* [EXERCISE DESCRIPTION] Wherever the string "Salem" appears in the records, return the line that holds it.

[INPUT FOR THIS TASK — start]

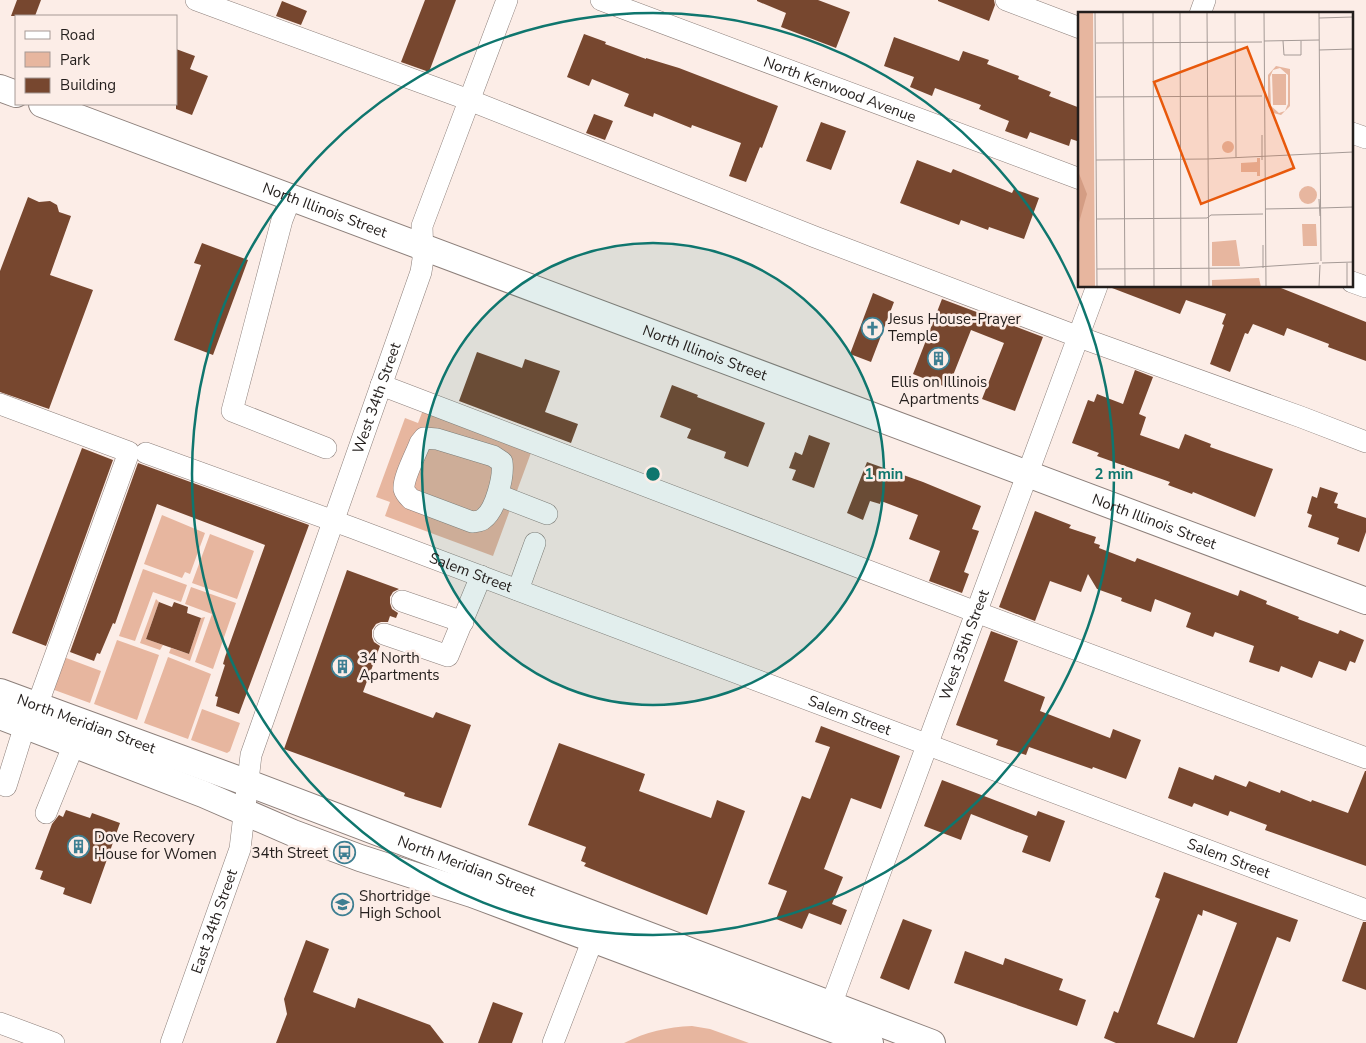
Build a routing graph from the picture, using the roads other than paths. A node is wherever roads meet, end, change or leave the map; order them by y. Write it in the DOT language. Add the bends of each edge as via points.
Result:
graph roads {
  1 [pos="196,0"];
  2 [pos="507,0"];
  3 [pos="601,0"];
  4 [pos="1006,0"];
  5 [pos="1206,0"];
  6 [pos="1201,12"];
  7 [pos="1078,27"];
  8 [pos="0,88"];
  9 [pos="15,94"];
  10 [pos="469,100"];
  11 [pos="45,105"];
  12 [pos="1354,134"];
  13 [pos="1366,138"];
  14 [pos="1078,178"];
  15 [pos="291,197"];
  16 [pos="422,246"];
  17 [pos="1354,283"];
  18 [pos="1366,287"];
  19 [pos="1097,288"];
  20 [pos="1078,337"];
  21 [pos="381,385"];
  22 [pos="0,404"];
  23 [pos="1366,442"];
  24 [pos="326,448"];
  25 [pos="146,453"];
  26 [pos="1027,474"];
  27 [pos="498,495"];
  28 [pos="547,514"];
  29 [pos="334,521"];
  30 [pos="535,543"];
  31 [pos="481,576"];
  32 [pos="518,590"];
  33 [pos="402,601"];
  34 [pos="1366,601"];
  35 [pos="976,612"];
  36 [pos="463,622"];
  37 [pos="384,634"];
  38 [pos="0,692"];
  39 [pos="31,715"];
  40 [pos="0,716"];
  41 [pos="74,744"];
  42 [pos="927,745"];
  43 [pos="1366,758"];
  44 [pos="6,786"];
  45 [pos="246,798"];
  46 [pos="46,813"];
  47 [pos="1366,910"];
  48 [pos="593,939"];
  49 [pos="831,1005"];
  50 [pos="0,1023"];
  51 [pos="54,1043"];
  52 [pos="170,1043"];
  53 [pos="553,1043"];
  54 [pos="870,1043"];
  55 [pos="932,1043"];
  1 -- 10 [label="street"];
  2 -- 10 [label="street, West 34th Street"];
  3 -- 14 [label="street, North Kenwood Avenue"];
  4 -- 7 [label="street"];
  5 -- 6 [label="street"];
  8 -- 9 [label="main road"];
  10 -- 16 [label="street, West 34th Street" via="422,226"];
  10 -- 20 [label="street"];
  11 -- 15 [label="main road, North Illinois Street"];
  12 -- 13 [label="street"];
  15 -- 16 [label="main road, North Illinois Street"];
  15 -- 24 [label="street" via="282,220 232,411"];
  16 -- 21 [label="street, West 34th Street" via="421,272"];
  16 -- 26 [label="main road, North Illinois Street"];
  17 -- 18 [label="street"];
  19 -- 20 [label="street, West 35th Street"];
  20 -- 23 [label="street"];
  20 -- 26 [label="street, West 35th Street"];
  21 -- 29 [label="street, West 34th Street"];
  21 -- 35 [label="street"];
  22 -- 39 [label="street" via="129,452"];
  25 -- 29 [label="street, Salem Street"];
  26 -- 34 [label="main road, North Illinois Street"];
  26 -- 35 [label="street, West 35th Street"];
  27 -- 27 [label="street" via="502,462 493,456 424,438 404,489 411,498 472,522 486,517"];
  27 -- 28 [label="street"];
  29 -- 31 [label="street, Salem Street"];
  29 -- 45 [label="street, West 34th Street" via="251,755"];
  30 -- 32 [label="street"];
  31 -- 32 [label="street, Salem Street"];
  31 -- 36 [label="street"];
  32 -- 42 [label="street, Salem Street"];
  33 -- 36 [label="street"];
  35 -- 42 [label="street, West 35th Street"];
  35 -- 43 [label="street"];
  36 -- 37 [label="street" via="448,656"];
  38 -- 39 [label="main road, North Meridian Street"];
  39 -- 40 [label="main road, North Meridian Street"];
  39 -- 41 [label="main road, North Meridian Street"];
  39 -- 44 [label="street"];
  39 -- 45 [label="main road, North Meridian Street"];
  41 -- 45 [label="main road, North Meridian Street"];
  41 -- 46 [label="street"];
  42 -- 47 [label="street, Salem Street"];
  42 -- 49 [label="street, West 35th Street"];
  45 -- 48 [label="main road, North Meridian Street" via="293,833"];
  45 -- 49 [label="main road, North Meridian Street"];
  45 -- 52 [label="street, East 34th Street" via="240,850"];
  48 -- 53 [label="street"];
  48 -- 54 [label="main road, North Meridian Street"];
  49 -- 55 [label="main road, North Meridian Street"];
  50 -- 51 [label="street"];
}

[INPUT FOR THIS TASK — finish]

* [ANSWER SPACE]
  25 -- 29 [label="street, Salem Street"];
  29 -- 31 [label="street, Salem Street"];
  31 -- 32 [label="street, Salem Street"];
  32 -- 42 [label="street, Salem Street"];
  42 -- 47 [label="street, Salem Street"];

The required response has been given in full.